> _What is required_: Restate each line of the listing exactly, without carrying over any pictures.

*** Input material Section Begins ***

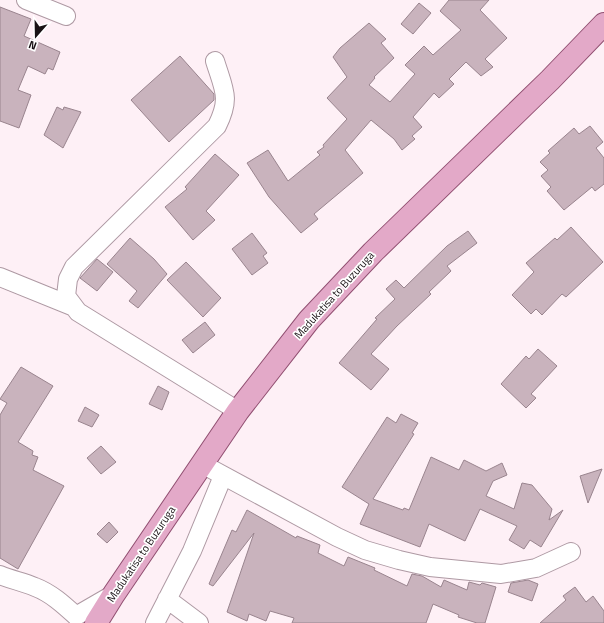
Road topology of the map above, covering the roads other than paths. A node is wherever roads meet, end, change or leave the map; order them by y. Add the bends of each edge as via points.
1 (26, 0) edge
2 (66, 16) dead end
3 (604, 24) edge
4 (215, 61) dead end
5 (0, 278) edge
6 (74, 307) junction
7 (238, 411) junction
8 (202, 464) junction
9 (223, 476) junction
10 (571, 552) dead end
11 (0, 575) edge
12 (114, 594) junction
13 (167, 599) junction
14 (73, 619) edge
15 (96, 623) edge
16 (155, 623) edge
17 (199, 623) edge

1 - 2 street
3 - 7 main road, Madukatisa to Buzuruga via 550,80 372,252 309,320
4 - 6 street via 226,96 224,112 217,126 74,267 68,279 66,296
5 - 6 street
6 - 7 street via 78,312
7 - 8 main road, Madukatisa to Buzuruga
8 - 9 street
8 - 12 main road, Madukatisa to Buzuruga
9 - 10 street via 337,538 365,550 430,567 501,574 536,568
9 - 13 street via 192,551
11 - 14 street via 36,587 58,600
12 - 14 street
12 - 15 main road, Madukatisa to Buzuruga
13 - 16 street
13 - 17 street

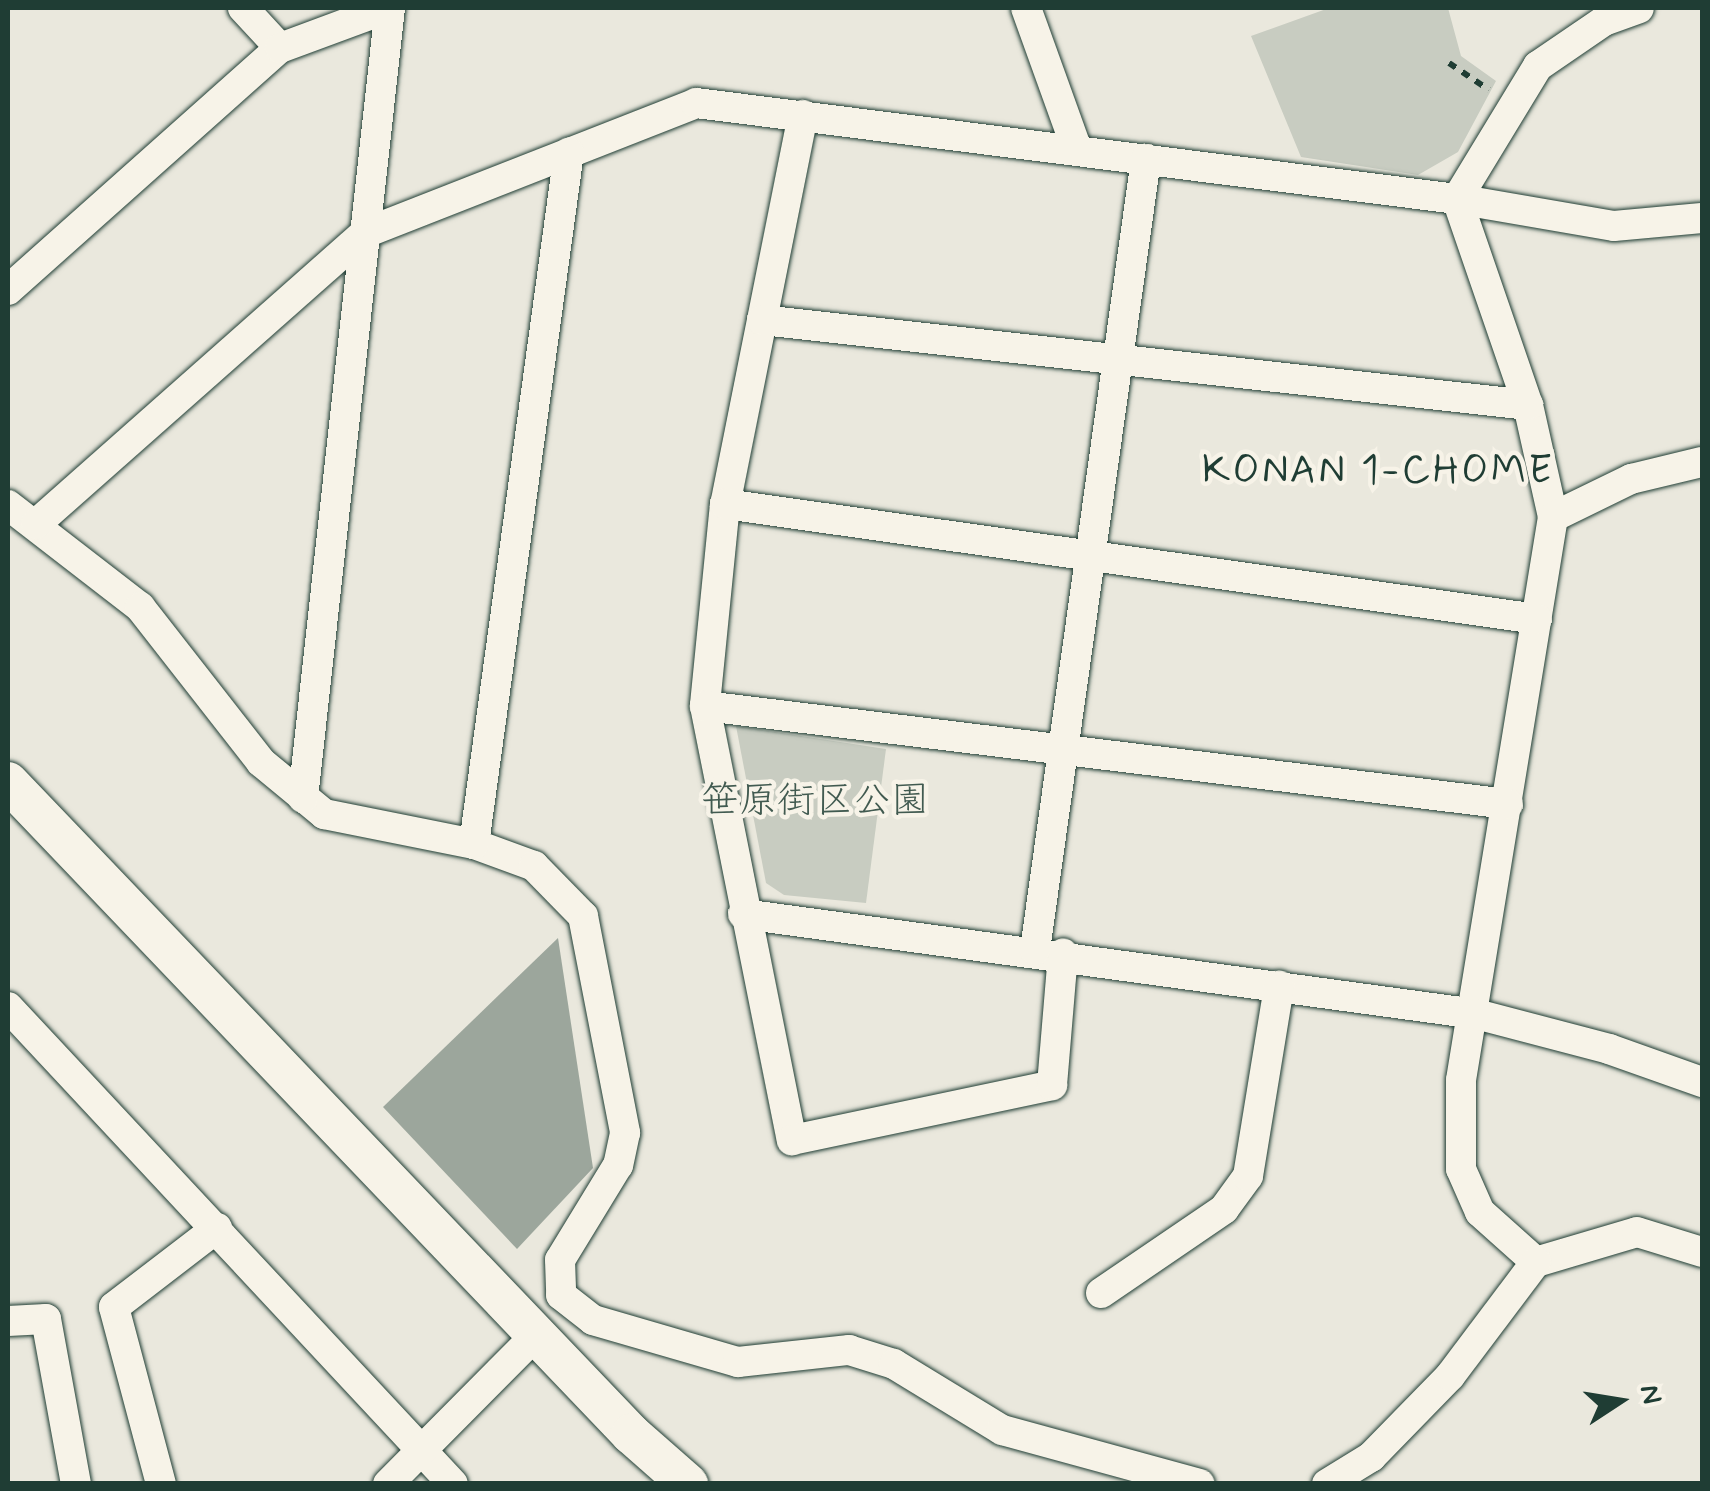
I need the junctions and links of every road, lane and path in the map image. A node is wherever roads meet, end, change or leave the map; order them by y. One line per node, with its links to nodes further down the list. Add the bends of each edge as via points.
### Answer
1 (243, 8): 5 (street)
2 (389, 8): 5 (street); 14 (street)
3 (1026, 8): 9 (street)
4 (1638, 8): 7 (street, via 1604,21 1538,66)
5 (280, 48): 15 (street)
6 (1449, 63): 7 (path)
7 (1513, 107): 12 (street)
8 (803, 116): 9 (street); 10 (street, via 696,104); 16 (street)
9 (1077, 150): 11 (street)
10 (570, 152): 14 (street); 31 (street)
11 (1146, 159): 12 (street); 17 (street)
12 (1457, 199): 13 (street, via 1614,226); 18 (street)
13 (1702, 218)
14 (365, 233): 23 (street); 29 (street)
15 (8, 290)
16 (762, 320): 17 (street); 21 (street)
17 (1118, 362): 18 (street); 24 (street)
18 (1528, 405): 22 (street)
19 (1702, 462): 22 (street, via 1631,479)
20 (8, 504): 23 (street)
21 (725, 504): 24 (street); 26 (street)
22 (1552, 517): 25 (street)
23 (36, 524): 29 (street, via 140,607 261,762)
24 (1091, 555): 25 (street); 27 (street)
25 (1537, 619): 30 (street)
26 (705, 706): 27 (street); 32 (street)
27 (1062, 752): 30 (street); 33 (street)
28 (8, 782): 43 (street)
29 (304, 798): 31 (street, via 324,814)
30 (1508, 804): 36 (street)
31 (474, 844): 50 (street, via 534,866 583,916 615,1062 625,1133 618,1165 560,1260 561,1294 593,1320 738,1362 849,1350 894,1364 1002,1430)
32 (743, 914): 33 (street); 33 (street, via 792,1140 1052,1085)
33 (1049, 951): 34 (street)
34 (1279, 986): 36 (street); 41 (street, via 1248,1176 1224,1208)
35 (8, 1007): 38 (street)
36 (1476, 1014): 37 (street, via 1609,1048); 40 (street, via 1461,1080 1461,1169 1480,1212)
37 (1702, 1082)
38 (217, 1228): 44 (street); 46 (street, via 114,1307)
39 (1702, 1252): 40 (street, via 1637,1232)
40 (1536, 1262): 51 (street, via 1504,1296 1450,1376 1372,1457)
41 (1101, 1294)
42 (8, 1321): 45 (street, via 46,1320)
43 (536, 1335): 44 (street); 49 (street)
44 (424, 1446): 47 (street); 48 (street)
45 (76, 1484)
46 (161, 1484)
47 (388, 1484)
48 (453, 1484)
49 (688, 1484)
50 (1200, 1484)
51 (1327, 1484)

*** Input material Section Ends ***

> _Result of the task_:
Road topology of the map above, covering the roads other than paths. A node is wherever roads meet, end, change or leave the map; order them by y. Add the bends of each edge as via points.
1 (26, 0) edge
2 (66, 16) dead end
3 (604, 24) edge
4 (215, 61) dead end
5 (0, 278) edge
6 (74, 307) junction
7 (238, 411) junction
8 (202, 464) junction
9 (223, 476) junction
10 (571, 552) dead end
11 (0, 575) edge
12 (114, 594) junction
13 (167, 599) junction
14 (73, 619) edge
15 (96, 623) edge
16 (155, 623) edge
17 (199, 623) edge

1 - 2 street
3 - 7 main road, Madukatisa to Buzuruga via 550,80 372,252 309,320
4 - 6 street via 226,96 224,112 217,126 74,267 68,279 66,296
5 - 6 street
6 - 7 street via 78,312
7 - 8 main road, Madukatisa to Buzuruga
8 - 9 street
8 - 12 main road, Madukatisa to Buzuruga
9 - 10 street via 337,538 365,550 430,567 501,574 536,568
9 - 13 street via 192,551
11 - 14 street via 36,587 58,600
12 - 14 street
12 - 15 main road, Madukatisa to Buzuruga
13 - 16 street
13 - 17 street

I need the junctions and links of every road, lane and path in the map image. A node is wherever roads meet, end, change or leave the map; order them by y. One line per node, with its links to nodes further down the list. Add the bends of each edge as via points.
### Answer
1 (243, 8): 5 (street)
2 (389, 8): 5 (street); 14 (street)
3 (1026, 8): 9 (street)
4 (1638, 8): 7 (street, via 1604,21 1538,66)
5 (280, 48): 15 (street)
6 (1449, 63): 7 (path)
7 (1513, 107): 12 (street)
8 (803, 116): 9 (street); 10 (street, via 696,104); 16 (street)
9 (1077, 150): 11 (street)
10 (570, 152): 14 (street); 31 (street)
11 (1146, 159): 12 (street); 17 (street)
12 (1457, 199): 13 (street, via 1614,226); 18 (street)
13 (1702, 218)
14 (365, 233): 23 (street); 29 (street)
15 (8, 290)
16 (762, 320): 17 (street); 21 (street)
17 (1118, 362): 18 (street); 24 (street)
18 (1528, 405): 22 (street)
19 (1702, 462): 22 (street, via 1631,479)
20 (8, 504): 23 (street)
21 (725, 504): 24 (street); 26 (street)
22 (1552, 517): 25 (street)
23 (36, 524): 29 (street, via 140,607 261,762)
24 (1091, 555): 25 (street); 27 (street)
25 (1537, 619): 30 (street)
26 (705, 706): 27 (street); 32 (street)
27 (1062, 752): 30 (street); 33 (street)
28 (8, 782): 43 (street)
29 (304, 798): 31 (street, via 324,814)
30 (1508, 804): 36 (street)
31 (474, 844): 50 (street, via 534,866 583,916 615,1062 625,1133 618,1165 560,1260 561,1294 593,1320 738,1362 849,1350 894,1364 1002,1430)
32 (743, 914): 33 (street); 33 (street, via 792,1140 1052,1085)
33 (1049, 951): 34 (street)
34 (1279, 986): 36 (street); 41 (street, via 1248,1176 1224,1208)
35 (8, 1007): 38 (street)
36 (1476, 1014): 37 (street, via 1609,1048); 40 (street, via 1461,1080 1461,1169 1480,1212)
37 (1702, 1082)
38 (217, 1228): 44 (street); 46 (street, via 114,1307)
39 (1702, 1252): 40 (street, via 1637,1232)
40 (1536, 1262): 51 (street, via 1504,1296 1450,1376 1372,1457)
41 (1101, 1294)
42 (8, 1321): 45 (street, via 46,1320)
43 (536, 1335): 44 (street); 49 (street)
44 (424, 1446): 47 (street); 48 (street)
45 (76, 1484)
46 (161, 1484)
47 (388, 1484)
48 (453, 1484)
49 (688, 1484)
50 (1200, 1484)
51 (1327, 1484)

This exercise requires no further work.